* _Task goal_:
Find the line with "I need the junctions" and the line with "Please list the" in the entries below; output exactly those two lines, every line between them, and no others.

* _Provided data_:
++++++++
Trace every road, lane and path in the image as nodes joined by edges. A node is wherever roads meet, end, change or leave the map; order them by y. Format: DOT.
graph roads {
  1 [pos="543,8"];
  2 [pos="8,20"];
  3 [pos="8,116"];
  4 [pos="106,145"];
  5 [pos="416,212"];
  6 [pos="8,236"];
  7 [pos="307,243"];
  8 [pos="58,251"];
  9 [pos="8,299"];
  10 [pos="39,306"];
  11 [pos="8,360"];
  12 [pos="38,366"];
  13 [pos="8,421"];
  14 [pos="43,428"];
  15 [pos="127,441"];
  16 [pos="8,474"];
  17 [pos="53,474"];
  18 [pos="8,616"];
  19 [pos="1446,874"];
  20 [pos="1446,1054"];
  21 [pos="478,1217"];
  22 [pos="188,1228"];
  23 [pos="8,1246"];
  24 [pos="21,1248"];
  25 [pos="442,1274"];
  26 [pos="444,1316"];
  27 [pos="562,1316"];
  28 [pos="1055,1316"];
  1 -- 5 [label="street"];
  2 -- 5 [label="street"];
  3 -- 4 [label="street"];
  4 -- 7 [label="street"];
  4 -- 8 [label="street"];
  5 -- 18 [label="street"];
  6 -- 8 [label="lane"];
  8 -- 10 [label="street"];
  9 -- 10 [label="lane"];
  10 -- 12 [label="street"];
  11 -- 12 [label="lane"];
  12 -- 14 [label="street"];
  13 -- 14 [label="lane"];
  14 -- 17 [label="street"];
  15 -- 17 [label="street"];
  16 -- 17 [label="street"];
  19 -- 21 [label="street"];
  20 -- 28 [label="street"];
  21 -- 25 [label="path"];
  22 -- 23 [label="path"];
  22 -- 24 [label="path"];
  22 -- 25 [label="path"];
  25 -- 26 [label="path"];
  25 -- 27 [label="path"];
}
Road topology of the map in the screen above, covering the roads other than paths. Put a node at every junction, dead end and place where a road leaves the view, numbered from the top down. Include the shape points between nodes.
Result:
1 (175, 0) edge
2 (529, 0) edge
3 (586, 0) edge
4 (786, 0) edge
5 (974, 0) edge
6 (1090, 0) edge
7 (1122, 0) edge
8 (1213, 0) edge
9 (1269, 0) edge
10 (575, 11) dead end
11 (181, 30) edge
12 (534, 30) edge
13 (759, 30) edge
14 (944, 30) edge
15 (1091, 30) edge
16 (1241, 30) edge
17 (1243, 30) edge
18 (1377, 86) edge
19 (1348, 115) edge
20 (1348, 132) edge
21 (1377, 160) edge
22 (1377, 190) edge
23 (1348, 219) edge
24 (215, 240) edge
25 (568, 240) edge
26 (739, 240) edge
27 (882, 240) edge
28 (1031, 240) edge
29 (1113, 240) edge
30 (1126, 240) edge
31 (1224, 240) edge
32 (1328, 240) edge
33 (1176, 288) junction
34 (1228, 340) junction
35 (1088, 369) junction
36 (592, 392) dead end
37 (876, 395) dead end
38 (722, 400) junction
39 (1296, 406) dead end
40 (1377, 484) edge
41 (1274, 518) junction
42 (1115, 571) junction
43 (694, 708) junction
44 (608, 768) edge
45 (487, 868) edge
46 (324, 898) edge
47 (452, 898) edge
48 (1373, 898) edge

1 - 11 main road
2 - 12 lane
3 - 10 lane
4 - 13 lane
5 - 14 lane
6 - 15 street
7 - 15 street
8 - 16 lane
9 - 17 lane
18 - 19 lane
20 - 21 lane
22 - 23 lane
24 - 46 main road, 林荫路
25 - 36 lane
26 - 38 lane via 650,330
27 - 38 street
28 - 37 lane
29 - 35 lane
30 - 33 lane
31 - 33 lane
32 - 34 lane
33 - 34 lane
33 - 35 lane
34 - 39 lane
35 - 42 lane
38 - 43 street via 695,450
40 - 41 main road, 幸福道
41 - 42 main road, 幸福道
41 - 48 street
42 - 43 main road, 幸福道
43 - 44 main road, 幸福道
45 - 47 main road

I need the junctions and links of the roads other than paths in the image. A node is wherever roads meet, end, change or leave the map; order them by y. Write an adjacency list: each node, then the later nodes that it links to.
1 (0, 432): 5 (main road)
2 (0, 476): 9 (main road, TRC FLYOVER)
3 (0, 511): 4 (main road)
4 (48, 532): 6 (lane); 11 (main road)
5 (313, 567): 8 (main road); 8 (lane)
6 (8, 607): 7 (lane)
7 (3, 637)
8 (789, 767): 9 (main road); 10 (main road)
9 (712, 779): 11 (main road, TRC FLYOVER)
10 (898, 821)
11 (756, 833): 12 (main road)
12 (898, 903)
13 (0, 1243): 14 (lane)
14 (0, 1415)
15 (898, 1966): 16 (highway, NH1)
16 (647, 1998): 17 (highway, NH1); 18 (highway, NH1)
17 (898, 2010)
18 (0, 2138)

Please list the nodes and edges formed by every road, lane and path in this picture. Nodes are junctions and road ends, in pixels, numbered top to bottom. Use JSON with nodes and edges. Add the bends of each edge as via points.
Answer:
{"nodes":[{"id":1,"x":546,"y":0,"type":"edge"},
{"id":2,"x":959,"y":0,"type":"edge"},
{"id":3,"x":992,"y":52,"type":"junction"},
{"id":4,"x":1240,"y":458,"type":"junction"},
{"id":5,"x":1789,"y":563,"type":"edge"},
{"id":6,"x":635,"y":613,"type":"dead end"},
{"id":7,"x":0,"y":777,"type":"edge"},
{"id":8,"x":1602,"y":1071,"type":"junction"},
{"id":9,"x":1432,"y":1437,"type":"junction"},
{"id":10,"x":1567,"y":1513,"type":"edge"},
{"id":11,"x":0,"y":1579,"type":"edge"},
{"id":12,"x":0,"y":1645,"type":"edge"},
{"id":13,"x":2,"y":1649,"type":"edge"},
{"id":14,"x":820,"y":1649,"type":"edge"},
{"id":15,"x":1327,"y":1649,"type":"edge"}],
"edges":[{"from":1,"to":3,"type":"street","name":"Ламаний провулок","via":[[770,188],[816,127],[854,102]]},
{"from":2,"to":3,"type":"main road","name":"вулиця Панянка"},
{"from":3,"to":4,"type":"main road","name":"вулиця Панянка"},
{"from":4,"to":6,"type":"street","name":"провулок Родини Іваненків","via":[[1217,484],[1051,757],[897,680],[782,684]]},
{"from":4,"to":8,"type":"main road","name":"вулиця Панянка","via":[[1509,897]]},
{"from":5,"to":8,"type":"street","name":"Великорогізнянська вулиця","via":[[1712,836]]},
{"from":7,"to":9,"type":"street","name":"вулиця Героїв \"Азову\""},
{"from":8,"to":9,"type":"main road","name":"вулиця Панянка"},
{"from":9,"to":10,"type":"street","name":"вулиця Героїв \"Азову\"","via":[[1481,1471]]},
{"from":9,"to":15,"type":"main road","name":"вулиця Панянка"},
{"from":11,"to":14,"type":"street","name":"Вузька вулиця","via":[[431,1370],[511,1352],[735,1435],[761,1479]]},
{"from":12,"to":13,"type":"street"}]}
++++++++
* _Response to the task_:
I need the junctions and links of the roads other than paths in the image. A node is wherever roads meet, end, change or leave the map; order them by y. Write an adjacency list: each node, then the later nodes that it links to.
1 (0, 432): 5 (main road)
2 (0, 476): 9 (main road, TRC FLYOVER)
3 (0, 511): 4 (main road)
4 (48, 532): 6 (lane); 11 (main road)
5 (313, 567): 8 (main road); 8 (lane)
6 (8, 607): 7 (lane)
7 (3, 637)
8 (789, 767): 9 (main road); 10 (main road)
9 (712, 779): 11 (main road, TRC FLYOVER)
10 (898, 821)
11 (756, 833): 12 (main road)
12 (898, 903)
13 (0, 1243): 14 (lane)
14 (0, 1415)
15 (898, 1966): 16 (highway, NH1)
16 (647, 1998): 17 (highway, NH1); 18 (highway, NH1)
17 (898, 2010)
18 (0, 2138)

Please list the nodes and edges formed by every road, lane and path in this picture. Nodes are junctions and road ends, in pixels, numbered top to bottom. Use JSON with nodes and edges. Add the bends of each edge as via points.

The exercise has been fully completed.